Circus Trees – This Makes me Sad, and I Miss you

Publié par le 26 septembre 2024 dans Chroniques, Toutes les chroniques

(Five By Two, 20 septembre 2024)

Nous ne sommes jamais au bout de nos surprises avec Circus Trees. La fratrie McCarthy, originaire de Marlborough (Massachusetts), a grandi en musique, comme d’autres évoluent dans une linéarité continue. Circus Trees est le fil d’ariane qui permet de passer à travers les étapes de l’existence, l’assimilation du passé face au présent. Au-delà d’un nom interprétable à l’infini, et d’une imagerie théorique, la transition d’un monde vers un autre, celui des désillusions, des espoirs probables, est décortiquée sous plusieurs déclinaisons musicales. Comment ne pas penser à Lady Lamb The Beekeeper (alias Aly Spaltro), tant cette volonté de construire par soi-même avec des moyens rudimentaires une musique libre de toute classification, répond au besoin impérieux d’y exprimer avec humilité des expériences personnelles ? Cette mélancolie est profondément ancrée depuis leur premier album Delusions, paru en 2020.

Ce qui est significatif chez Circus Trees, c’est cette maturité qui fait cruellement défaut chez certains artistes. À l’heure où même la morale fonctionne à l’électricité, « More Than You Could Ask For » nous rappelle que rien n’est acquis d’avance, que nos caprices et nos petites exigences ne sont que lettres mortes face à la destinée (le karma se joue aussi bien de nos résolutions). Le titre démarre sur une guitare acoustique enregistrée sur un magnéto, avant que les voix séraphines de Finola et Edmee s’entremêlent. Le lien avec le titre suivant « Getting Old » est implicite, la thématique autour du temps s’imbrique tout au long de l’album. À mesure que l’on prolonge l’écoute, des rebonds rythmiques, des changements de tempos, des ponts invisibles se nouent.

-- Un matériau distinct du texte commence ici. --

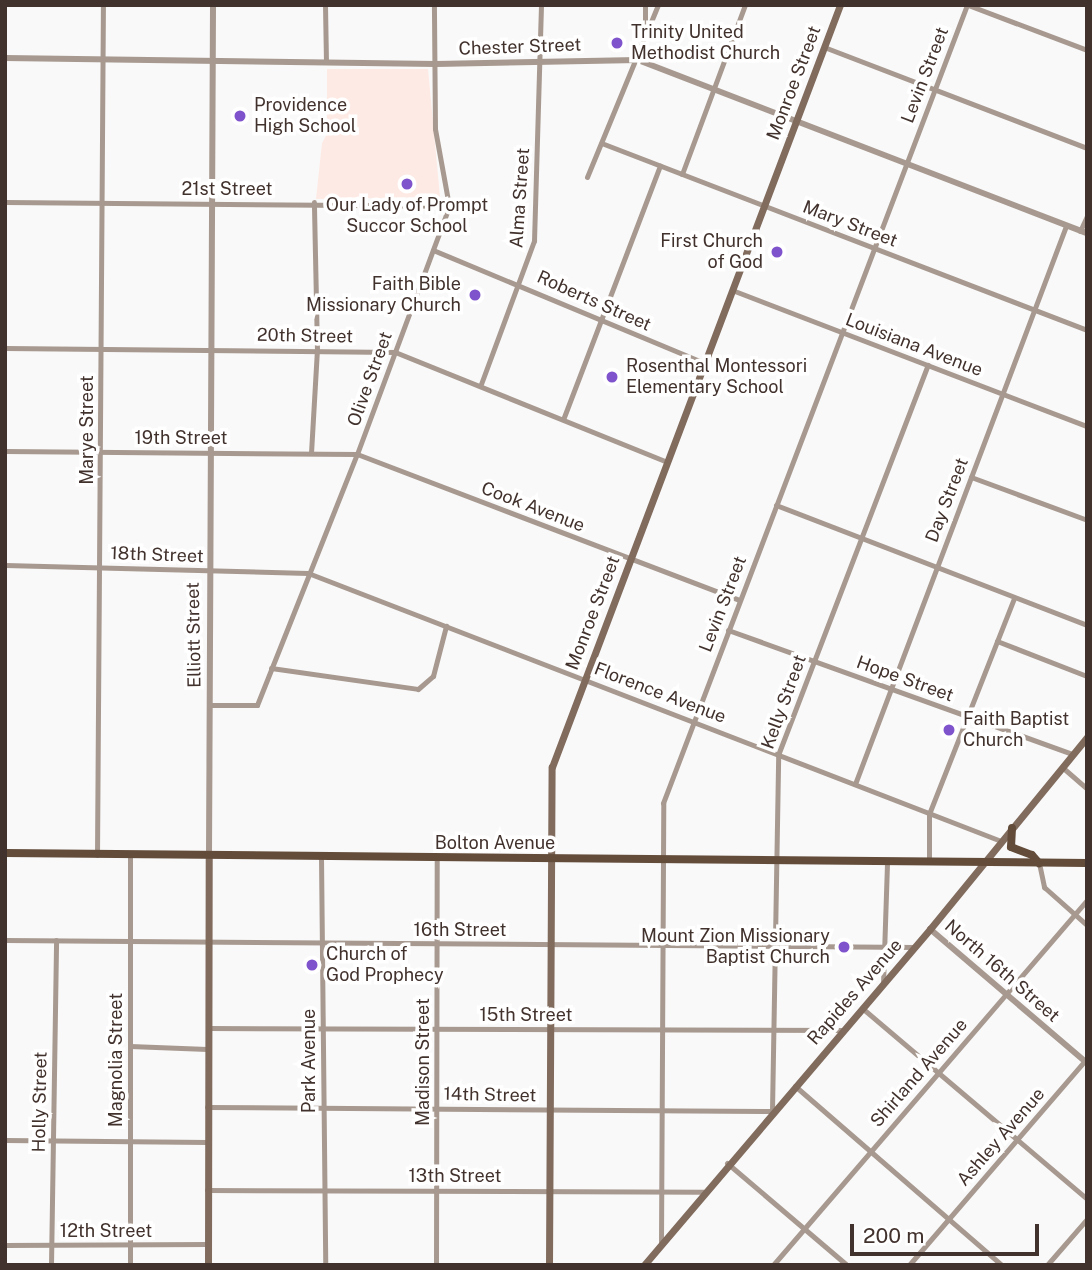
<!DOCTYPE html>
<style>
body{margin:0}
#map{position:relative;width:1092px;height:1270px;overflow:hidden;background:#f9f9f9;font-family:"Public Sans",sans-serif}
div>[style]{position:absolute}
.built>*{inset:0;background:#feeae4}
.minor>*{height:5px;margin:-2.5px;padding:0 2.5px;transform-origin:2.5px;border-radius:2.5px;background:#a7998f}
.tertiary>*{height:6px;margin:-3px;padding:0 3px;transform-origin:3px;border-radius:3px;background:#a7998f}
.secondary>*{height:7px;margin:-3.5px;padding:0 3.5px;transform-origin:3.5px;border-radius:3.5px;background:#806b5d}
.primary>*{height:8px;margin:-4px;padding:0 4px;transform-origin:4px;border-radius:4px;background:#634c3a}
.dots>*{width:19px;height:19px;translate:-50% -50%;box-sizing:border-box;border:4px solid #fff;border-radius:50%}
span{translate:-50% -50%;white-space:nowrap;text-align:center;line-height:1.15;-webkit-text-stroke:7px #fff;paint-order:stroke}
.poi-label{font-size:18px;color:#42322d}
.left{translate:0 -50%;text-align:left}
.right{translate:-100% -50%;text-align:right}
.street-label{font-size:18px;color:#42322d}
.frame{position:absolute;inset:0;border:7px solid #42322d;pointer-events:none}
.scale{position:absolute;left:850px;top:1224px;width:189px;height:32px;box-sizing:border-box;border:4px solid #42322d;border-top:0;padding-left:9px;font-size:21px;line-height:24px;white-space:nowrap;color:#42322d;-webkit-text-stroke:5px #fff;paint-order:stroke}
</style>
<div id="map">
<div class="built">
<div style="clip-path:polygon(327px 69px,428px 69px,440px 197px,316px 199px,322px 143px,327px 134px)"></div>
</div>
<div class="minor">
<div style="left:325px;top:5px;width:56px;rotate:89deg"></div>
<div style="left:968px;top:5px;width:127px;rotate:20.7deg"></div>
<div style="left:645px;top:32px;width:27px;rotate:-90deg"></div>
<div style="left:824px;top:47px;width:282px;rotate:21deg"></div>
<div style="left:604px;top:144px;width:518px;rotate:21.06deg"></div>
<div style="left:682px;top:174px;width:180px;rotate:-69.6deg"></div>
<div style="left:587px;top:177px;width:186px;rotate:-67.6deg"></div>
<div style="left:5px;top:202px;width:444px;rotate:0.5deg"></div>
<div style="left:1080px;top:231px;width:17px;rotate:-65deg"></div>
<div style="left:433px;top:250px;width:294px;rotate:22.6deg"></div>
<div style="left:732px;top:290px;width:380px;rotate:21deg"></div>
<div style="left:5px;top:348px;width:390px;rotate:0.6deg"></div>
<div style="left:395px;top:352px;width:293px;rotate:22deg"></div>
<div style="left:481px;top:384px;width:153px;rotate:-69.7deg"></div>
<div style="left:534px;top:241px;width:236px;rotate:-88.3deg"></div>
<div style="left:564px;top:417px;width:269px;rotate:-69.1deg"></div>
<div style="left:5px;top:451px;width:352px;rotate:0.5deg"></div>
<div style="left:357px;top:454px;width:409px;rotate:20.9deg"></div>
<div style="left:311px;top:453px;width:103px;rotate:-86.7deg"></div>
<div style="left:317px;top:350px;width:148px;rotate:-91.2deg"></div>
<div style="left:971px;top:477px;width:124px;rotate:20.3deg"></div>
<div style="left:776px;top:505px;width:333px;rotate:21.1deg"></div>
<div style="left:5px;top:565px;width:303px;rotate:1.5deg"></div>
<div style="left:308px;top:573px;width:743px;rotate:21.14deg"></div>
<div style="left:728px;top:630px;width:367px;rotate:19.8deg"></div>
<div style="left:997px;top:641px;width:97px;rotate:21.3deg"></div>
<div style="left:271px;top:668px;width:148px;rotate:8.1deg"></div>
<div style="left:418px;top:689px;width:20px;rotate:-41deg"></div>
<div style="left:433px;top:676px;width:52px;rotate:-75.4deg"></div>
<div style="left:211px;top:705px;width:46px"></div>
<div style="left:257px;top:705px;width:270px;rotate:-68.3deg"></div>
<div style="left:357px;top:454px;width:265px;rotate:-69.6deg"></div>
<div style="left:449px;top:206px;width:78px;rotate:-100.3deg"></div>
<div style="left:435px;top:129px;width:124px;rotate:-90.5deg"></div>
<div style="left:1062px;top:767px;width:33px;rotate:41deg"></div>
<div style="left:855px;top:784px;width:597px;rotate:-69.29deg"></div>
<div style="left:97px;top:855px;width:850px;rotate:-89.6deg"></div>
<div style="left:321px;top:857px;width:408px;rotate:89.4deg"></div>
<div style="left:929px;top:862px;width:48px;rotate:-90deg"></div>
<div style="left:929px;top:814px;width:232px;rotate:-68.5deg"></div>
<div style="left:1039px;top:863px;width:25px;rotate:78deg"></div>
<div style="left:1044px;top:887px;width:57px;rotate:41.5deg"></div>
<div style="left:5px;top:940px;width:910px;rotate:0.44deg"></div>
<div style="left:883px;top:984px;width:123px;rotate:-88.1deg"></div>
<div style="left:862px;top:1008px;width:295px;rotate:40.3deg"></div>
<div style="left:208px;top:1028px;width:635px;rotate:0.18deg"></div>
<div style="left:130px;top:1046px;width:77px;rotate:2.2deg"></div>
<div style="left:795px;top:1086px;width:274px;rotate:40.9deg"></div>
<div style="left:207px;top:1107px;width:565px;rotate:0.41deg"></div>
<div style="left:772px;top:1111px;width:356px;rotate:-89deg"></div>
<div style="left:778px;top:755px;width:418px;rotate:-69deg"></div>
<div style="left:5px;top:1140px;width:202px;rotate:0.6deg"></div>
<div style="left:727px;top:1163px;width:157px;rotate:40.4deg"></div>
<div style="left:207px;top:1190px;width:497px;rotate:0.2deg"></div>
<div style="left:661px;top:1243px;width:440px;rotate:-89.7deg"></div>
<div style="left:663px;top:803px;width:854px;rotate:-69.15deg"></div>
<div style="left:5px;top:1245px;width:203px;rotate:-0.3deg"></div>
<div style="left:51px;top:1265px;width:325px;rotate:-89.1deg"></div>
<div style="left:130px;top:1265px;width:410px;rotate:-90deg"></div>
<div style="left:436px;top:1265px;width:406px;rotate:-89.9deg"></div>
<div style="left:773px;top:1265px;width:481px;rotate:-49.3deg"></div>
<div style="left:909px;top:1265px;width:273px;rotate:-49.3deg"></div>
<div style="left:1047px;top:1265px;width:61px;rotate:-49deg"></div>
</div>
<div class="tertiary">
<div style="left:5px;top:58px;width:431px;rotate:0.8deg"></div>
<div style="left:436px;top:64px;width:202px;rotate:-1.1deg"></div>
<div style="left:638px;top:60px;width:481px;rotate:21.1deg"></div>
<div style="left:209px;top:856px;width:851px;rotate:-89.73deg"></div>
<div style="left:930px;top:929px;width:206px;rotate:40.5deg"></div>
</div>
<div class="secondary">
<div style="left:208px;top:1265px;width:409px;rotate:-89.9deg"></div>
<div style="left:549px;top:1265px;width:498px;rotate:-89.7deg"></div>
<div style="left:552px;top:767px;width:815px;rotate:-69.3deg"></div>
<div style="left:644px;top:1265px;width:441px;rotate:-49.6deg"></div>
<div style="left:930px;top:929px;width:248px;rotate:-50.7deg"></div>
</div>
<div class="primary">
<div style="left:1012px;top:828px;width:19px;rotate:93deg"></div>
<div style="left:1011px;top:847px;width:22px;rotate:21deg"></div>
<div style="left:1032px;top:855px;width:11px;rotate:49deg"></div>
<div style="left:5px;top:853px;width:1082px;rotate:0.53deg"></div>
</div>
<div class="dots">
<div style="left:617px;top:43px;background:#7f53cc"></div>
<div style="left:240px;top:116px;background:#7f53cc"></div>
<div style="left:407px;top:184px;background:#7f53cc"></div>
<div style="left:777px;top:252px;background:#7f53cc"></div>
<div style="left:475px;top:295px;background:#7f53cc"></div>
<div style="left:612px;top:377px;background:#7f53cc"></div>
<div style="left:949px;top:730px;background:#7f53cc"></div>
<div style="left:844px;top:947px;background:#7f53cc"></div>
<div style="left:312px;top:965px;background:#7f53cc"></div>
</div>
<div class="poi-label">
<span class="left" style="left:631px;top:43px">Trinity United<br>Methodist Church</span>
<span class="left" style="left:254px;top:116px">Providence<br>High School</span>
<span style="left:407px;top:216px">Our Lady of Prompt<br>Succor School</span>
<span class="right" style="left:763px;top:252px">First Church<br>of God</span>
<span class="right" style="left:461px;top:295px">Faith Bible<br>Missionary Church</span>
<span class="left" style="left:626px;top:377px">Rosenthal Montessori<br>Elementary School</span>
<span class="left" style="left:963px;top:730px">Faith Baptist<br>Church</span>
<span class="right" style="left:830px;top:947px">Mount Zion Missionary<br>Baptist Church</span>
<span class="left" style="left:326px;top:965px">Church of<br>God Prophecy</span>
</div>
<div class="street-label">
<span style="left:520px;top:47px;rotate:-2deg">Chester Street</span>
<span style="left:925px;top:75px;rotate:-69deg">Levin Street</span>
<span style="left:794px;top:83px;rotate:-69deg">Monroe Street</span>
<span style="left:227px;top:189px">21st Street</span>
<span style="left:520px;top:198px;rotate:-86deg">Alma Street</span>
<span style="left:850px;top:224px;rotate:21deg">Mary Street</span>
<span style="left:594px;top:301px;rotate:24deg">Roberts Street</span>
<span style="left:305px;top:336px;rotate:1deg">20th Street</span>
<span style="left:914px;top:345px;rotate:21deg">Louisiana Avenue</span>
<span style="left:370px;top:379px;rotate:-70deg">Olive Street</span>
<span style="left:87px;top:430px;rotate:-90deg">Marye Street</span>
<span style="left:181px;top:438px">19th Street</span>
<span style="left:947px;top:500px;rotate:-69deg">Day Street</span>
<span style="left:533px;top:507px;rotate:21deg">Cook Avenue</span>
<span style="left:157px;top:555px;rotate:2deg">18th Street</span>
<span style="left:723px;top:604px;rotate:-69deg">Levin Street</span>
<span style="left:593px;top:613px;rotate:-69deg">Monroe Street</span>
<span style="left:194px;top:635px;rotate:-91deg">Elliott Street</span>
<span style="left:905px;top:679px;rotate:20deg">Hope Street</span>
<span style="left:660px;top:693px;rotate:21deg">Florence Avenue</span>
<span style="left:784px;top:702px;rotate:-70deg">Kelly Street</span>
<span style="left:495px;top:843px">Bolton Avenue</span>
<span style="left:460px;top:930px">16th Street</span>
<span style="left:1002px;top:971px;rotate:41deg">North 16th Street</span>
<span style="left:855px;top:992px;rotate:-49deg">Rapides Avenue</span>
<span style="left:526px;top:1015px">15th Street</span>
<span style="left:116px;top:1060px;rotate:-90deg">Magnolia Street</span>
<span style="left:309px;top:1061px;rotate:-90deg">Park Avenue</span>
<span style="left:423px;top:1062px;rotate:-90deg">Madison Street</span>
<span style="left:919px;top:1073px;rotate:-49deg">Shirland Avenue</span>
<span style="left:490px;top:1095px;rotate:1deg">14th Street</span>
<span style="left:40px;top:1102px;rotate:-89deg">Holly Street</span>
<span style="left:1001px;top:1137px;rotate:-49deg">Ashley Avenue</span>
<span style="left:455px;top:1176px">13th Street</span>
<span style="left:106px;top:1231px">12th Street</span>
</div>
<div class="frame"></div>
<div class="scale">200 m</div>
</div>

Si les artistes décident d’écrire pour se mettre au service d’impératifs choisis par d’autres, éclairés par une certitude et dirigée par des instances hors champ, on peut aisément dire que la création est démystifiée. « Save Yourself » est loin d’une quelconque élégie plaintive et encore moins une injonction sur l’apprentissage de la vie. L’écriture chez Circus Trees est faite d’émotions vives, engagée dans la délivrance d’épreuves du passé, « Negative Feedback » est en adéquation avec le slowcore qui caractérise le trio, agrémenté d’explosions rythmiques, de riffs grassouillets et de reverbérations magistrales. Pour vous convaincre du bien-fondé de cette chronique, posez vos oreilles sur « Alone » et vous prendrez conscience du mur sonore que les trois adolescentes sont capables de construire en un laps de temps réduit.

Circus Trees ne fait pas dans la démonstration, ne se préoccupe pas d’un succès hypothétique, leurs compositions sont l’expression authentique d’une beauté fragile et solide à la fois. « I’m A Person Too » en est la preuve, Edmee, Eoghan et Finola ont cette capacité à transformer la moindre composition en œuvre absolue.